The women who murdered Ye Zhetai, Ye Wenjie's father, were "rusticated": a process in which urban revolutionary youths were removed from their homes and sent to remote parts of China during the Up to the Mountains and Down to the Countryside Movement. These youths were isolated in unfamiliar parts of the country and often became sick and malnourished, particularly as this policy coincided with a series of famines that ravaged China. When they returned to the cities, they found themselves destitute, without work or prospects, forgotten by the government that they gave up much of their lives fighting for. While the Uyghur internment camps appear more intentionally cruel than the chaos of the Cultural Revolution, Liu quietly criticizes a different Chinese relocation policy by highlighting its flawed results.

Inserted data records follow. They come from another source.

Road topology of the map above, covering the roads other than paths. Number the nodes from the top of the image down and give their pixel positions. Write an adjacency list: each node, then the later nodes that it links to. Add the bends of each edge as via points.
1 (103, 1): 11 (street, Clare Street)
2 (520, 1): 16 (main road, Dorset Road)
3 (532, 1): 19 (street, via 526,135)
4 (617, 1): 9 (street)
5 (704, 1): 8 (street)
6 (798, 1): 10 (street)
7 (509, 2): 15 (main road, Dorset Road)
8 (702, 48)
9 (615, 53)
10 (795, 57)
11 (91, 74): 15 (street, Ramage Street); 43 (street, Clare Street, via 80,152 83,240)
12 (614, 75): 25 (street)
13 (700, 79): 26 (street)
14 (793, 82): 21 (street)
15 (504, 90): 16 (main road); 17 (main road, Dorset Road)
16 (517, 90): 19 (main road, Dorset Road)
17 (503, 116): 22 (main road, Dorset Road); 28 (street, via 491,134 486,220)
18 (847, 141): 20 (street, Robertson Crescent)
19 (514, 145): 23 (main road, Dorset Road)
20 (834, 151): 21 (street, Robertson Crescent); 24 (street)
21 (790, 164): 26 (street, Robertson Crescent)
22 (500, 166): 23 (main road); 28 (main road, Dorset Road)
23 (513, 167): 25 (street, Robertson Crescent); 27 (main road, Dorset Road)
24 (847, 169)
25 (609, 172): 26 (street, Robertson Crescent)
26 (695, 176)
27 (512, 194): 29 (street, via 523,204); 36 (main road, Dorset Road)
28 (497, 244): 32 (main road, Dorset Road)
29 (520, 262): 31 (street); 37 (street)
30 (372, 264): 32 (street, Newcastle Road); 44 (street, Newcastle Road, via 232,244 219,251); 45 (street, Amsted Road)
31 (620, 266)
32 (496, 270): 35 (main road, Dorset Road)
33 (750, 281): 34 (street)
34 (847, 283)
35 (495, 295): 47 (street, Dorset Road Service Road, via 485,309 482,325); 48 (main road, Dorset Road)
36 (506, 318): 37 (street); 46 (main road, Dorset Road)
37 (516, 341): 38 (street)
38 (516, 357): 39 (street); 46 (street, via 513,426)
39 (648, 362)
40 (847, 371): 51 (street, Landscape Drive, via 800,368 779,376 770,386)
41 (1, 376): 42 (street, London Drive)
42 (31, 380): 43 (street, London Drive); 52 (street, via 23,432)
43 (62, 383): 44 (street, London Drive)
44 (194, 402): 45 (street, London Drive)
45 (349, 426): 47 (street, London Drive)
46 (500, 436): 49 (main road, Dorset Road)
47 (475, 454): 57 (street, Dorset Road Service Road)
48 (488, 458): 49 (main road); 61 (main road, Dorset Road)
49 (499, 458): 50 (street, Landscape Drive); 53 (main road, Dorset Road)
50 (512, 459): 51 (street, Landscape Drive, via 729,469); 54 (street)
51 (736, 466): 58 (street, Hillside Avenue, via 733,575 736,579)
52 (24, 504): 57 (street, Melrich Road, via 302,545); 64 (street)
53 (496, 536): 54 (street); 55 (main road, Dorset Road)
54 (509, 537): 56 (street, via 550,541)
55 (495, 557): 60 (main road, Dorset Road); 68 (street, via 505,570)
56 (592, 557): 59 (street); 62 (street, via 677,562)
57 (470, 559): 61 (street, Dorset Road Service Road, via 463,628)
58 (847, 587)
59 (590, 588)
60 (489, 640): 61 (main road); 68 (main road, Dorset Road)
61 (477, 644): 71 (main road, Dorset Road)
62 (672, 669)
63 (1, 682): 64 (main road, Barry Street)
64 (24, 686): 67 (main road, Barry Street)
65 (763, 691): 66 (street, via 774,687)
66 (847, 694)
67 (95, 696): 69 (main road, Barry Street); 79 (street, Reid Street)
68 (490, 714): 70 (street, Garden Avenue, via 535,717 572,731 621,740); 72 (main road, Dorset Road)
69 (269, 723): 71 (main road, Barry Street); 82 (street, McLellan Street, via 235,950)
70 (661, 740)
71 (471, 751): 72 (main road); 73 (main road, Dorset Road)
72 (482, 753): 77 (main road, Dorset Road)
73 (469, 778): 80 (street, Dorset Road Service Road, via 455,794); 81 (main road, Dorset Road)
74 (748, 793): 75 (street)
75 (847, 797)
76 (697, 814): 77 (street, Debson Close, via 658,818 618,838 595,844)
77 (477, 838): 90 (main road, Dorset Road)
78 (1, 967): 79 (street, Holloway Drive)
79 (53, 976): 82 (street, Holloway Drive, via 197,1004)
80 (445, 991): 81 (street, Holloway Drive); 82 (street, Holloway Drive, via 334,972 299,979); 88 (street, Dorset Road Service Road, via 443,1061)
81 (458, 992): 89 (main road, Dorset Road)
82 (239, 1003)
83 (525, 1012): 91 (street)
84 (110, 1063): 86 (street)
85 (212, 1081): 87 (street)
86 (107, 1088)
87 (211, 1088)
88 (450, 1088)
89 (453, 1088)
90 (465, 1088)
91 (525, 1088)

Liu has stated that he does not insert his own political or philosophical viewpoints into his work, and that "So many rich implications of my work are never in my mind, but they have been produced by the interpreters" (Liu in conversation with Public Books, 2020). However, that does not mean the work is not imbued with political views. By representing a realistic, flawed, complex perspective of twentieth- and twenty-first-century China, Liu does present a view on the tragedies of the Cultural Revolution, and he highlights some of the negative factors impacting China today, despite his insistence that any criticism is unintended.
Western readers' understanding of the text will necessarily occur through a different lens than that of Liu or any Chinese reader or critic. He says to Jiayang Fan in The New Yorker: "This is why I don’t like to talk about subjects like this. The truth is you don’t really—I mean, can’t truly—understand." Western readers might not completely appreciate what he's saying or what pressures might make him say it, but that doesn't mean we shouldn't think about it and do our own research with scientific minds. Liu might truly support the one-child policy, the Uyghur mass internment camps, or any other Chinese policy. How much this matters to you as a reader of his science fiction is entirely personal, and worth interrogating further.